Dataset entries
= = =
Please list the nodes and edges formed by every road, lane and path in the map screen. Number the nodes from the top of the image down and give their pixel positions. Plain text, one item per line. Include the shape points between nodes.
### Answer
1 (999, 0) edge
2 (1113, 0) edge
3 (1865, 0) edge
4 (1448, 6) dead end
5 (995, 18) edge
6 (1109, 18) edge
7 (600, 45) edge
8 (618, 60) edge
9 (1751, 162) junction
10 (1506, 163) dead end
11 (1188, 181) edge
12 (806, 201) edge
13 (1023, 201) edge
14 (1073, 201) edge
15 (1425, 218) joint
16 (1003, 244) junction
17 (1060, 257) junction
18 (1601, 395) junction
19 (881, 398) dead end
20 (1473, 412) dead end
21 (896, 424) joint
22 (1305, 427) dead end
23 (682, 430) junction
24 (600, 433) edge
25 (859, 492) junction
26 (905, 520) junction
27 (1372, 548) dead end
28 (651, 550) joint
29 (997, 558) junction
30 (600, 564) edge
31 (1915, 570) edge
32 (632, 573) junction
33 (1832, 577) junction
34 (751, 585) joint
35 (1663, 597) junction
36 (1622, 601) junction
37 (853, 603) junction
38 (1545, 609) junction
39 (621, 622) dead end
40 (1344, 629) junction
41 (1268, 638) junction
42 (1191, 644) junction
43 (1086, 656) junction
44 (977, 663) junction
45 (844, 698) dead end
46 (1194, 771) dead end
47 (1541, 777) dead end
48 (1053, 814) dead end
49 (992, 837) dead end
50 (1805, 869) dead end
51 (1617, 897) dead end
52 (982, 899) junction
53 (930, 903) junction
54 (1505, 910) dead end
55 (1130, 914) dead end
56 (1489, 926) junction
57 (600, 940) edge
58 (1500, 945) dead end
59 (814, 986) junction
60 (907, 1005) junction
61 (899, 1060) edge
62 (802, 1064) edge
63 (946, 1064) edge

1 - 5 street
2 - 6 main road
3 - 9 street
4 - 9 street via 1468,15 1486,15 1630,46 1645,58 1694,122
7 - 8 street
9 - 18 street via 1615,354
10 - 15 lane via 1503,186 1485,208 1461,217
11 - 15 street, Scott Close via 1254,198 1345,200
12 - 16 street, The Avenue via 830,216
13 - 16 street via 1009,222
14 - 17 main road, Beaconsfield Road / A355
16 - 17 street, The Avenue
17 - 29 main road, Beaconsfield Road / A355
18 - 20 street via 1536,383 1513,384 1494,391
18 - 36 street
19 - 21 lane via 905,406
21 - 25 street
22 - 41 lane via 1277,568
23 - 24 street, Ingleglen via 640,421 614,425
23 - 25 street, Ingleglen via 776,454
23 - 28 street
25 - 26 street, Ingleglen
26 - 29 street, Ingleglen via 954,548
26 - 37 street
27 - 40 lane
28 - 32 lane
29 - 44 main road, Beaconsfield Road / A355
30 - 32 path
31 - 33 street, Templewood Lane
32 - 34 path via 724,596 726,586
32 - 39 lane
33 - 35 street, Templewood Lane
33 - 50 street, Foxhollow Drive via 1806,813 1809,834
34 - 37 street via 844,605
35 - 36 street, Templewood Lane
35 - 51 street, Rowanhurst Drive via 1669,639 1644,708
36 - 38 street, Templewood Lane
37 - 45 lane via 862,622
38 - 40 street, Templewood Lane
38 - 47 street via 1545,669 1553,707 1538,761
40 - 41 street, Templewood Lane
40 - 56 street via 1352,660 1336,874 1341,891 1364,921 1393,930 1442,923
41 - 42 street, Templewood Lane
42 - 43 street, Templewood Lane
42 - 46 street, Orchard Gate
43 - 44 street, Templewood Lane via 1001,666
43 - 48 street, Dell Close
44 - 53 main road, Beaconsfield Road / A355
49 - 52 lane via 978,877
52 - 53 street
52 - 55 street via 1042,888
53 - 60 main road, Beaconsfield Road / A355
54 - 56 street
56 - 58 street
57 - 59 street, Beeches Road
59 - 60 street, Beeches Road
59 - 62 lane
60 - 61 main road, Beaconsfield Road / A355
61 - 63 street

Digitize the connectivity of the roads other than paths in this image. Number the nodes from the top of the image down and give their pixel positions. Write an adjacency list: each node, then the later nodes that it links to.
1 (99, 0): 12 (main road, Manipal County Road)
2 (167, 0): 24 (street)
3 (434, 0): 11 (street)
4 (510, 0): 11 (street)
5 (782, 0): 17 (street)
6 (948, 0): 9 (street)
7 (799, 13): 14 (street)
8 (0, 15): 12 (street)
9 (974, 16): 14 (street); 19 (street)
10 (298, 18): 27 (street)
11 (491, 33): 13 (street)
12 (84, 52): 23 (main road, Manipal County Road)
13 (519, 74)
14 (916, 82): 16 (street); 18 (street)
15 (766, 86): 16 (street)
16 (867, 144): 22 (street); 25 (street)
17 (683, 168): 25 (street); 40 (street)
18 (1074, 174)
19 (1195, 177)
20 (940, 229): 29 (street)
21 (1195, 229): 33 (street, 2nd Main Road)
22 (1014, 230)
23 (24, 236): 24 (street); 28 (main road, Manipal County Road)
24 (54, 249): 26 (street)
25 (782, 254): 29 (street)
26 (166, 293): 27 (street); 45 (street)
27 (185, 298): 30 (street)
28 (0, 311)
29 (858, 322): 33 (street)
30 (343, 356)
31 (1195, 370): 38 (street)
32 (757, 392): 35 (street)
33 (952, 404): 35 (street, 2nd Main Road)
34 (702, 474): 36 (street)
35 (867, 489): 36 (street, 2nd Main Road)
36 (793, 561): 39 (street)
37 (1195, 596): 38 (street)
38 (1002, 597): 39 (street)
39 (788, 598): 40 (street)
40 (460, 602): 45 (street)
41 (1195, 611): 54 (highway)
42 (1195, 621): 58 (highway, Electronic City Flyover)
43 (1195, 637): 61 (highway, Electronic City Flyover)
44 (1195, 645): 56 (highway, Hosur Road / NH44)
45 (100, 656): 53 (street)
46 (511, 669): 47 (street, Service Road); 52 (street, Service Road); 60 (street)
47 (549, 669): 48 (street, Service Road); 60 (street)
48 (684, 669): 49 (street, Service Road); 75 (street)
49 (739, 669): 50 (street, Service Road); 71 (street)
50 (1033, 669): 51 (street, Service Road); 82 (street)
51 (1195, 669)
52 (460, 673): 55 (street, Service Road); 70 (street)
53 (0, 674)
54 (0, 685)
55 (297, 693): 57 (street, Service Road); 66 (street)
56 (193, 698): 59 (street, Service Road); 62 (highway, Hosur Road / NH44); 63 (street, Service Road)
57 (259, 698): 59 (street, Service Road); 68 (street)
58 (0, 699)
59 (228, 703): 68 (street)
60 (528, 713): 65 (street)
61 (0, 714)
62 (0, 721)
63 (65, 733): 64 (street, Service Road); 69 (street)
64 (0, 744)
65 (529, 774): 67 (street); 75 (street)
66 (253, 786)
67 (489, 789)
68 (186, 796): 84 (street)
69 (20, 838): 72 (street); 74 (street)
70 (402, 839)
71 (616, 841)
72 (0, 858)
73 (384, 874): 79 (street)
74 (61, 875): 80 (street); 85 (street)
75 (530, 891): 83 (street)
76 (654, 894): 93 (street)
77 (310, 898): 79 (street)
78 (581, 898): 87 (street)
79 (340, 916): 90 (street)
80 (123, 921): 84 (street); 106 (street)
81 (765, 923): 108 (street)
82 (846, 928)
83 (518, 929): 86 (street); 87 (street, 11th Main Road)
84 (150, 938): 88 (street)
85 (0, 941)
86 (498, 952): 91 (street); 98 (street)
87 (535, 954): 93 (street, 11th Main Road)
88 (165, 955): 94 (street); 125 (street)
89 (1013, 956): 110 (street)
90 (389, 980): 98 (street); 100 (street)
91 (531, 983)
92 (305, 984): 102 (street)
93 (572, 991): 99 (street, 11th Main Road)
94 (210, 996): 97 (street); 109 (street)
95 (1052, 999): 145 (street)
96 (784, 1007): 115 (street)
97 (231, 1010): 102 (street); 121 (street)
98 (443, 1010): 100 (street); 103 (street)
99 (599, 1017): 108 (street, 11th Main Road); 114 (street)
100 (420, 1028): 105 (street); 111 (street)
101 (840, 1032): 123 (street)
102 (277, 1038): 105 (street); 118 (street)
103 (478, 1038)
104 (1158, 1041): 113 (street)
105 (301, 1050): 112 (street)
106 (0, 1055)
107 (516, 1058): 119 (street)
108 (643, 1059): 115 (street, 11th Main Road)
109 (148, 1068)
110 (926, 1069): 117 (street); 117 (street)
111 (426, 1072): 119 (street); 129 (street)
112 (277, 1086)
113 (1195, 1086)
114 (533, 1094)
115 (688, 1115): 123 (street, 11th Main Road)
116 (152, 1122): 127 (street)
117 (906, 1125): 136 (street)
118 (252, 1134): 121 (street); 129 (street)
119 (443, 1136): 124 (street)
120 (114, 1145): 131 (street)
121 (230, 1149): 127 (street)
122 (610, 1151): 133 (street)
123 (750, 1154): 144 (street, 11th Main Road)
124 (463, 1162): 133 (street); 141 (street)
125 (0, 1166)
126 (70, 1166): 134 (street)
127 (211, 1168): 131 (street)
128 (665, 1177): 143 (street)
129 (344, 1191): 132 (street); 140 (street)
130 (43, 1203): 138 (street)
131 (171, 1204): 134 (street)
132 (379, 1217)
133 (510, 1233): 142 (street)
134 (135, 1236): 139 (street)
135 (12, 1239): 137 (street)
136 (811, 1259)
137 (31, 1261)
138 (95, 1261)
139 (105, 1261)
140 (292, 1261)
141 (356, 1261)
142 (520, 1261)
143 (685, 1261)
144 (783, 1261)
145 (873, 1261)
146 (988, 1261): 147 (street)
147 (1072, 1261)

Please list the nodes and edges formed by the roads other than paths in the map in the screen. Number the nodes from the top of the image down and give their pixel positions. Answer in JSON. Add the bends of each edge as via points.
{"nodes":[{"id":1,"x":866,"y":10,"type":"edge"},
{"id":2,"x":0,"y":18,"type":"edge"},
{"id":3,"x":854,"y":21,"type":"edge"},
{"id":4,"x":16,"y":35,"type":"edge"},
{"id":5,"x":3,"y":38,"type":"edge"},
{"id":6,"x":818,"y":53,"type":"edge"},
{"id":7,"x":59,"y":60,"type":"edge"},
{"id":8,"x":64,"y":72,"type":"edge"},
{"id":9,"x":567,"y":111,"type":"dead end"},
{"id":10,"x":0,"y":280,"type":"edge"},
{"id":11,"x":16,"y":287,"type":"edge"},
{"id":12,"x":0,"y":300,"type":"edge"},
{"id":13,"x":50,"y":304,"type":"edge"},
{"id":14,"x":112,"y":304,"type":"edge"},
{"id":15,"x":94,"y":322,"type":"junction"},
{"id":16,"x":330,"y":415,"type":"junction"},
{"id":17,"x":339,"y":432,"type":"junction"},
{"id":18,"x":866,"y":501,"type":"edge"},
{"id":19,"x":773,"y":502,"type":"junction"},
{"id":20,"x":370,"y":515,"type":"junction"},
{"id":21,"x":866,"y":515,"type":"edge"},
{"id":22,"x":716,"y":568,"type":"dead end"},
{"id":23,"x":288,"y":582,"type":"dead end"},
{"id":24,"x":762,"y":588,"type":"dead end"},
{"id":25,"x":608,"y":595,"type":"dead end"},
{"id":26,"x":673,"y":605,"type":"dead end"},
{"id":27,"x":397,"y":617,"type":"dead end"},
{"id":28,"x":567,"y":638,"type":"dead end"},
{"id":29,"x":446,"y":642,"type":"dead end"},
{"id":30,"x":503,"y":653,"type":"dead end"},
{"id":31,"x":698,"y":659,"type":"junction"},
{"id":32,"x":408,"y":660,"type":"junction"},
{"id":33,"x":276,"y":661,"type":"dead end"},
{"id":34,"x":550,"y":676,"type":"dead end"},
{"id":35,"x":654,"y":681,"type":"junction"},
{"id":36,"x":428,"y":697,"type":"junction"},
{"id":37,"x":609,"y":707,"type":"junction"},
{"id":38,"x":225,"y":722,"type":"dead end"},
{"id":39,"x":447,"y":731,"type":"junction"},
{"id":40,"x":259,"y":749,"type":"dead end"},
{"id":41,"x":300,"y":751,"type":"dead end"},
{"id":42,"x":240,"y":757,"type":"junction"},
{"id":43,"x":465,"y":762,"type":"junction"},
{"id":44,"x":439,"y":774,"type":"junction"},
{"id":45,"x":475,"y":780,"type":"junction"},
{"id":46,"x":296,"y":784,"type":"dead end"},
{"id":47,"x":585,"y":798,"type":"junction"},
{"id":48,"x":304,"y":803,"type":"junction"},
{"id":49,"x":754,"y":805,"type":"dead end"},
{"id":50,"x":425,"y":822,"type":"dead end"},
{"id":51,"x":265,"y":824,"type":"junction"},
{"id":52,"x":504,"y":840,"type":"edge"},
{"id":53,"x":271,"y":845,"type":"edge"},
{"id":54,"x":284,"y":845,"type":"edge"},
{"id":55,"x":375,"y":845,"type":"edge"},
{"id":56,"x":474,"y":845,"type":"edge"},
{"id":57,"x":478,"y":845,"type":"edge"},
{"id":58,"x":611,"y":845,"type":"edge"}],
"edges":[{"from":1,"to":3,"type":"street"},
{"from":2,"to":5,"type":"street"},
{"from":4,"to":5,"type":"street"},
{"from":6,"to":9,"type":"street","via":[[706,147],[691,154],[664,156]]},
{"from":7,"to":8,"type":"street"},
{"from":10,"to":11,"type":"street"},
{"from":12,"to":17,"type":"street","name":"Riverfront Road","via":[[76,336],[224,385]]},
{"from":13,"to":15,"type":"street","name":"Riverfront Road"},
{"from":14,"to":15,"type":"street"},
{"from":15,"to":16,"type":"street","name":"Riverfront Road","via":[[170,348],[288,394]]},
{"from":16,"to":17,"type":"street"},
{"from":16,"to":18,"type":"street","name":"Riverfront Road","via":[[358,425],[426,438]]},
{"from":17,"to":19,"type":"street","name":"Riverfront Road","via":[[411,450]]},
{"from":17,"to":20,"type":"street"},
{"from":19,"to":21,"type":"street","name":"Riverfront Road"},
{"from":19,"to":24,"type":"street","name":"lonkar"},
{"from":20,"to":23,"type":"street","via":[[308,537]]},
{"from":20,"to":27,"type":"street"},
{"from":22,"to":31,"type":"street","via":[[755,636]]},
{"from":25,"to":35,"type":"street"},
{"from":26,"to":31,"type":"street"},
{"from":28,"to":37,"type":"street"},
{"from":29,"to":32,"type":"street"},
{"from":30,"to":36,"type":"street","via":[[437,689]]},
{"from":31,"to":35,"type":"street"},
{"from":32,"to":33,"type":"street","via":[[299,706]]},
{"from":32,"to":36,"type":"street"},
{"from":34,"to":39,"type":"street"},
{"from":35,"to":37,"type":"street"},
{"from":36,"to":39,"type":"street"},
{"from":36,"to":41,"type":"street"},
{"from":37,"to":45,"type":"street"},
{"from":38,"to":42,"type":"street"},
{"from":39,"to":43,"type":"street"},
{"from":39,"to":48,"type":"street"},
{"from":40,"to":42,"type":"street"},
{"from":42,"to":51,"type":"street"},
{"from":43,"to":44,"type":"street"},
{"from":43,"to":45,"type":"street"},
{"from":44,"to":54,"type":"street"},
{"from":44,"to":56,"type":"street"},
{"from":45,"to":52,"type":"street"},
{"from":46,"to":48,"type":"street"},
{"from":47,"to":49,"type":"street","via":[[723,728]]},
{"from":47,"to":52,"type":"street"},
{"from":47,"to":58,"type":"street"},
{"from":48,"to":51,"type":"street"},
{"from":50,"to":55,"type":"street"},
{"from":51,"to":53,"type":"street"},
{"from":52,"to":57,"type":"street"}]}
= = =
*PROBLEM TO SOLVE*
Return every line of the preceding records in which the word "highway" appears.

*OUTPUT*
41 (1195, 611): 54 (highway)
42 (1195, 621): 58 (highway, Electronic City Flyover)
43 (1195, 637): 61 (highway, Electronic City Flyover)
44 (1195, 645): 56 (highway, Hosur Road / NH44)
56 (193, 698): 59 (street, Service Road); 62 (highway, Hosur Road / NH44); 63 (street, Service Road)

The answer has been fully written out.